> ACTIVITY
All of the data should be restated word for word, with the pictures omitted.
···
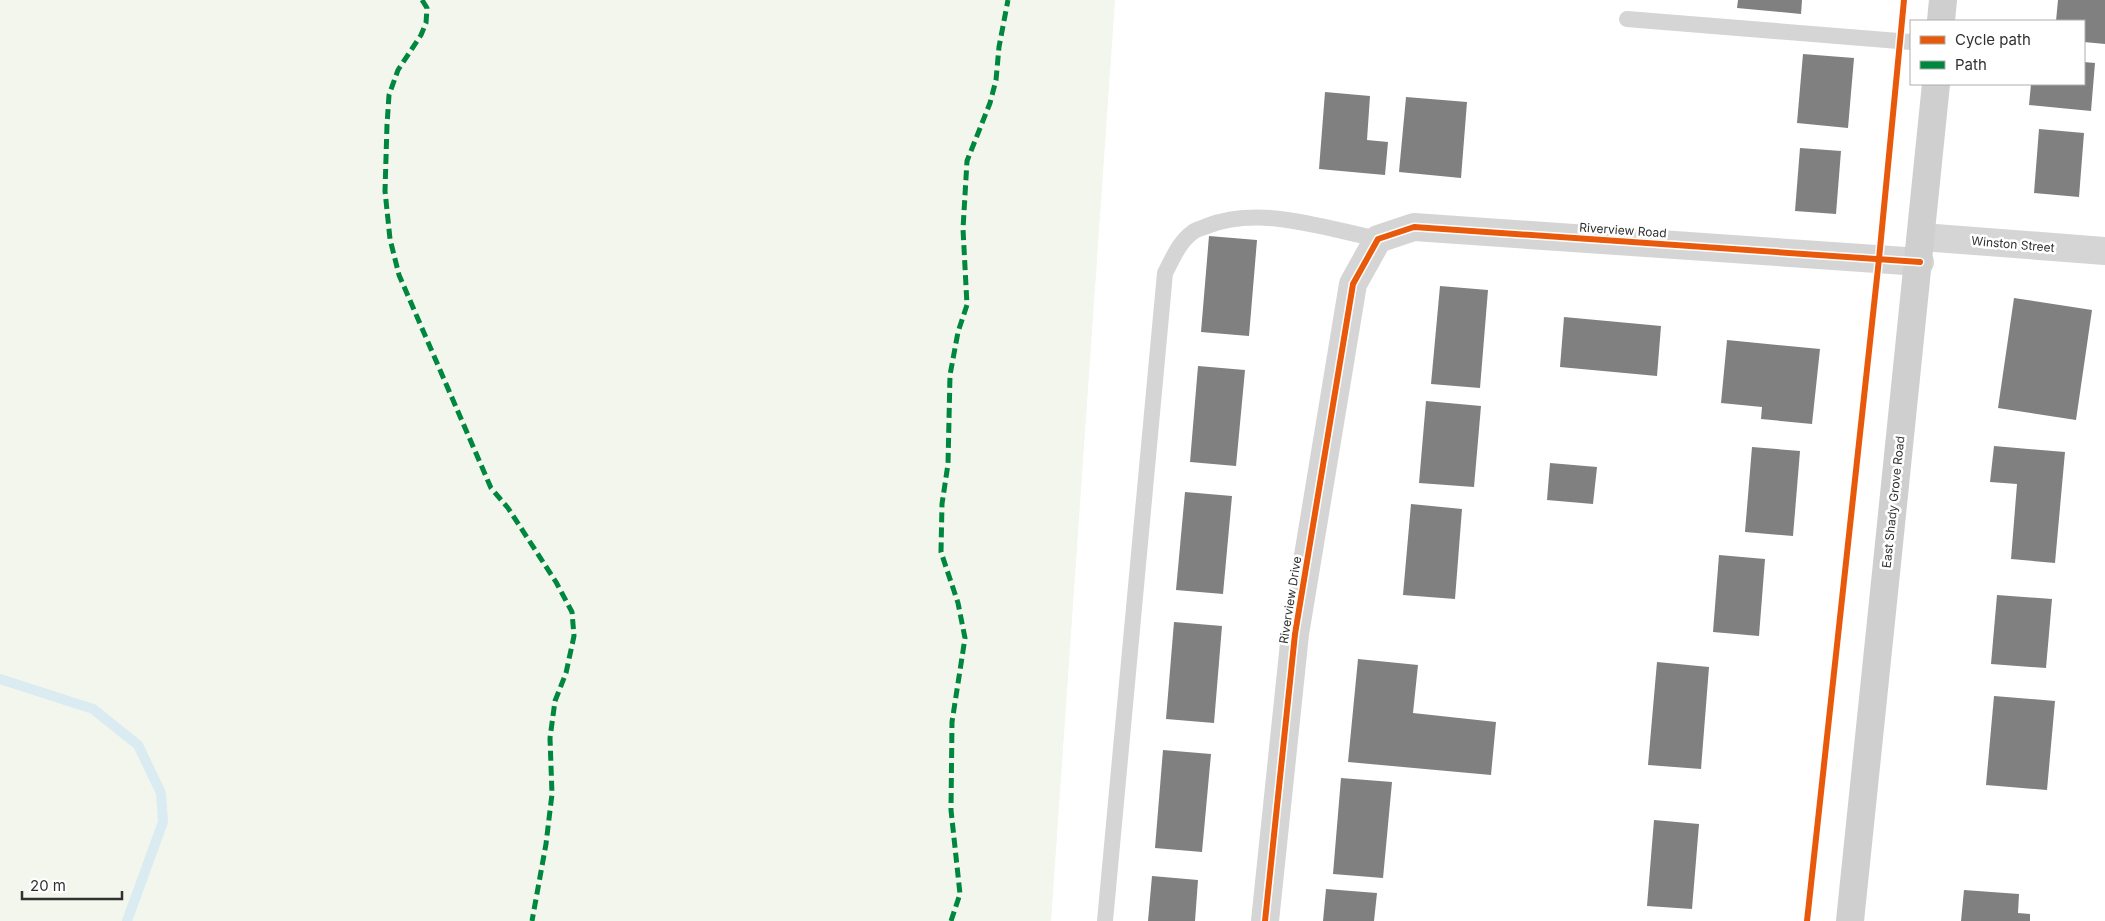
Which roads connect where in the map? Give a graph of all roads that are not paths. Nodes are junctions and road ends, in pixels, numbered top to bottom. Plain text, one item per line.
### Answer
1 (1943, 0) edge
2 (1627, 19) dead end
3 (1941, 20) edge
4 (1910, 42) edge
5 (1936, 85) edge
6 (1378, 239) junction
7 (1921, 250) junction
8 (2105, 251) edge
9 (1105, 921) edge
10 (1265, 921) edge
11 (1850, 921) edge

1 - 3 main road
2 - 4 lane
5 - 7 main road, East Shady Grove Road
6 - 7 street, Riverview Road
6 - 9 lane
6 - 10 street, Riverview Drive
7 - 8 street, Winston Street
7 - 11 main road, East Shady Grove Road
···
> WRITTEN RESPONSE
Which roads connect where in the map? Give a graph of all roads that are not paths. Nodes are junctions and road ends, in pixels, numbered top to bottom. Plain text, one item per line.
### Answer
1 (1943, 0) edge
2 (1627, 19) dead end
3 (1941, 20) edge
4 (1910, 42) edge
5 (1936, 85) edge
6 (1378, 239) junction
7 (1921, 250) junction
8 (2105, 251) edge
9 (1105, 921) edge
10 (1265, 921) edge
11 (1850, 921) edge

1 - 3 main road
2 - 4 lane
5 - 7 main road, East Shady Grove Road
6 - 7 street, Riverview Road
6 - 9 lane
6 - 10 street, Riverview Drive
7 - 8 street, Winston Street
7 - 11 main road, East Shady Grove Road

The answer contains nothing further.